Some Questions from a Future FAQ on Bayh-Dole

Q. Can a university violate the Bayh-Dole Act?

A. No.

Bayh-Dole applies to federal agencies. The law requires federal agencies to adopt uniform practices regarding patent rights to inventions in funding agreements. Bayh-Dole (now) authorizes the Department of Commerce to create standard patent rights clauses for these funding agreements.

There are presently three such clauses: 1) 37 CFR 401.14(a), the general-purpose clause; 2) 37 CFR 401.14(b), a specialized clause for the Department of Energy’s nuclear propulsion and weapons program; and 3) 37 CFR 401.9, a clause for use when inventors retain their invention rights. The general-purpose clause is actually two clauses–one for small businesses, and another created by adding a special section for nonprofits. A standard patent rights clause may be modified by an agency in accordance with Bayh-Dole when there is a finding of “exceptional circumstances” and certain other circumstances involving foreign countries, intelligence gathering, and some DOE owned, contractor-operated laboratories. The DOE nuclear propulsion and energy clause at 37 CFR 401.14(b) is an example of such a clause.
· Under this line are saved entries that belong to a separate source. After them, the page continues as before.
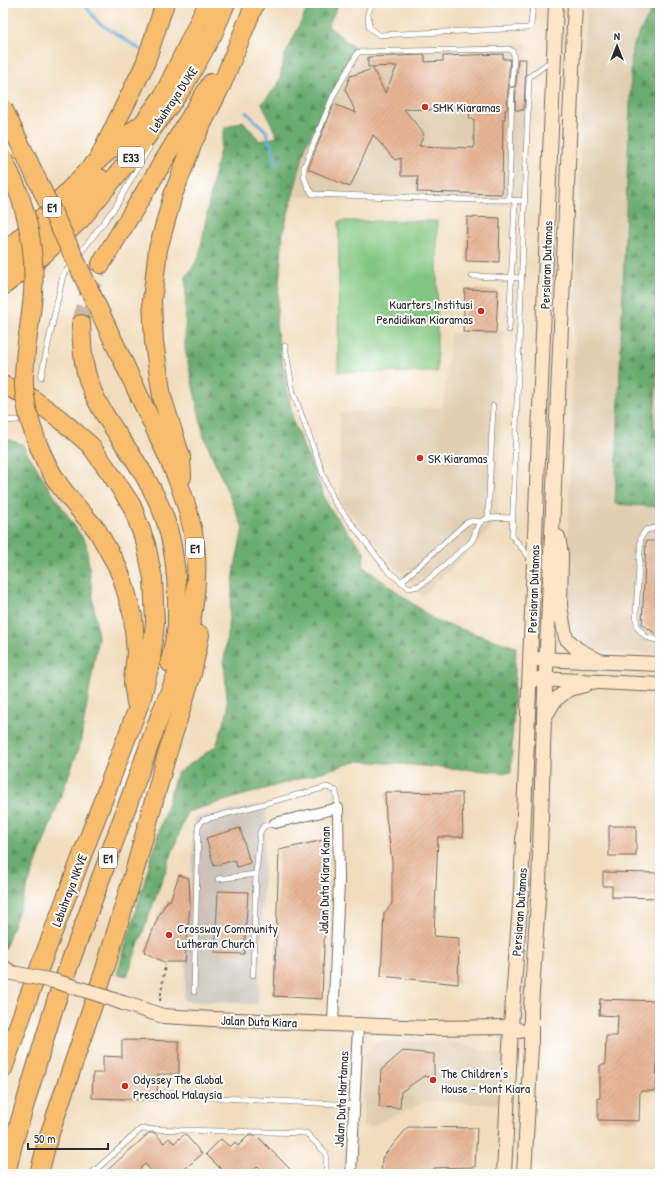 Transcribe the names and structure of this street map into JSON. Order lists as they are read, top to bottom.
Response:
{
  "streets": {
    "highway": [
      "Lebuhraya DUKE",
      "E33",
      "E1",
      "Lebuhraya NKVE"
    ],
    "street": [
      "Persiaran Dutamas",
      "Jalan Duta Kiara Kanan",
      "Jalan Duta Kiara",
      "Jalan Duta Hartamas"
    ]
  },
  "crossings": [
    ["Lebuhraya DUKE", "E1"],
    ["Persiaran Dutamas", "Jalan Duta Kiara"],
    ["Jalan Duta Kiara Kanan", "Jalan Duta Kiara"],
    ["Jalan Duta Kiara", "Jalan Duta Hartamas"]
  ],
  "places": [
    "SMK Kiaramas",
    "Kuarters Institusi Pendidikan Kiaramas",
    "SK Kiaramas",
    "Crossway Community Lutheran Church",
    "The Children's House - Mont Kiara",
    "Odyssey The Global Preschool Malaysia"
  ],
  "scale_bar": "50 m",
  "north": "top"
} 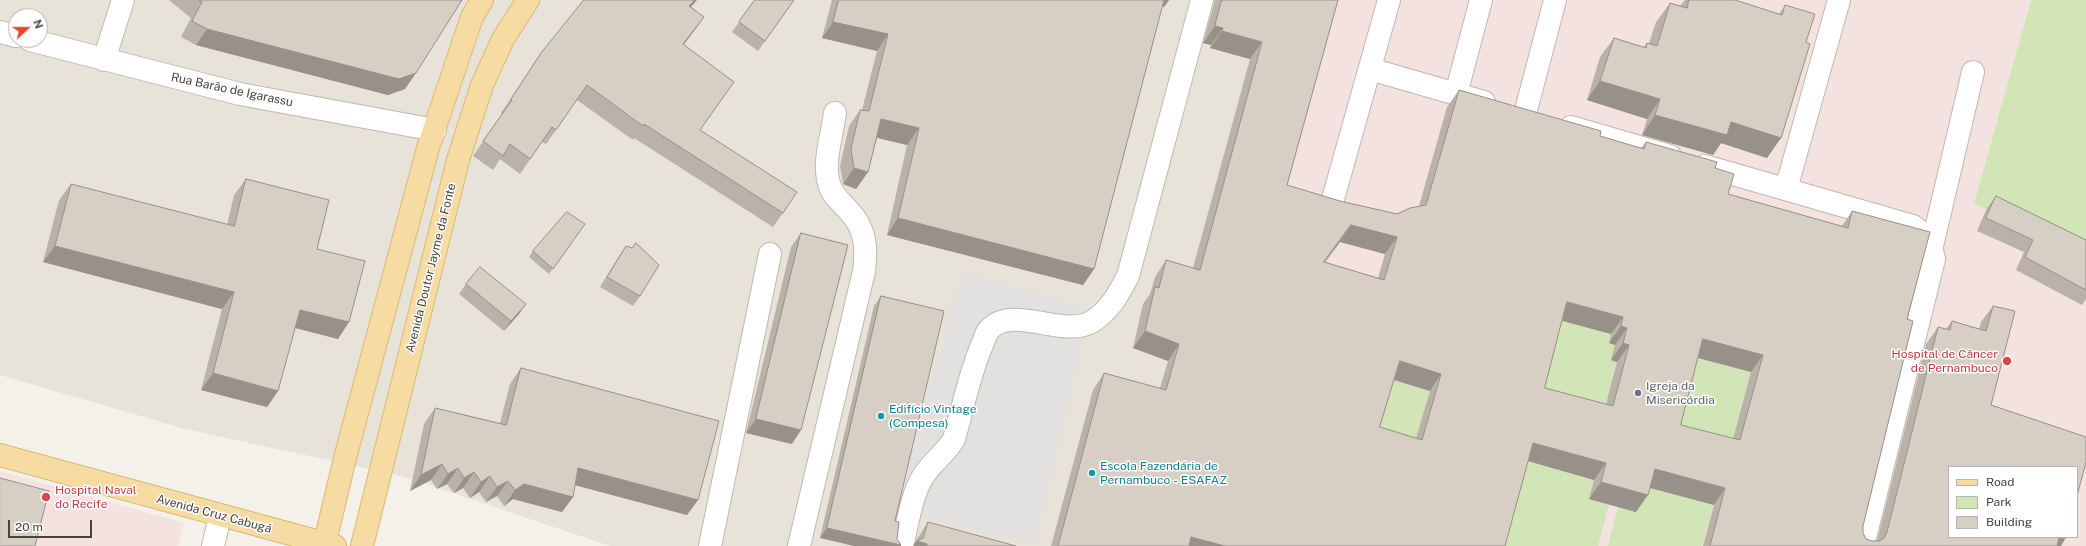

The actual requirements that a university must follow for grant-funded research are therefore a matter of federal contracting in each instance of an award. The standard federal grant funding agreement is 2 CFR 200, and intangible property rights, including patent rights, are addressed at 2 CFR 200.315 and 2 CFR 200.316. 2 CFR 200.315(c) incorporates 37 CFR part 401 by reference. A university may breach its federal contract obligations by failing to comply with the standard patent rights clause, but a university cannot violate the Bayh-Dole law.

Q. What are the implications for university policy of this distinction between Bayh-Dole the statute and the patent rights clauses authorized by Bayh-Dole?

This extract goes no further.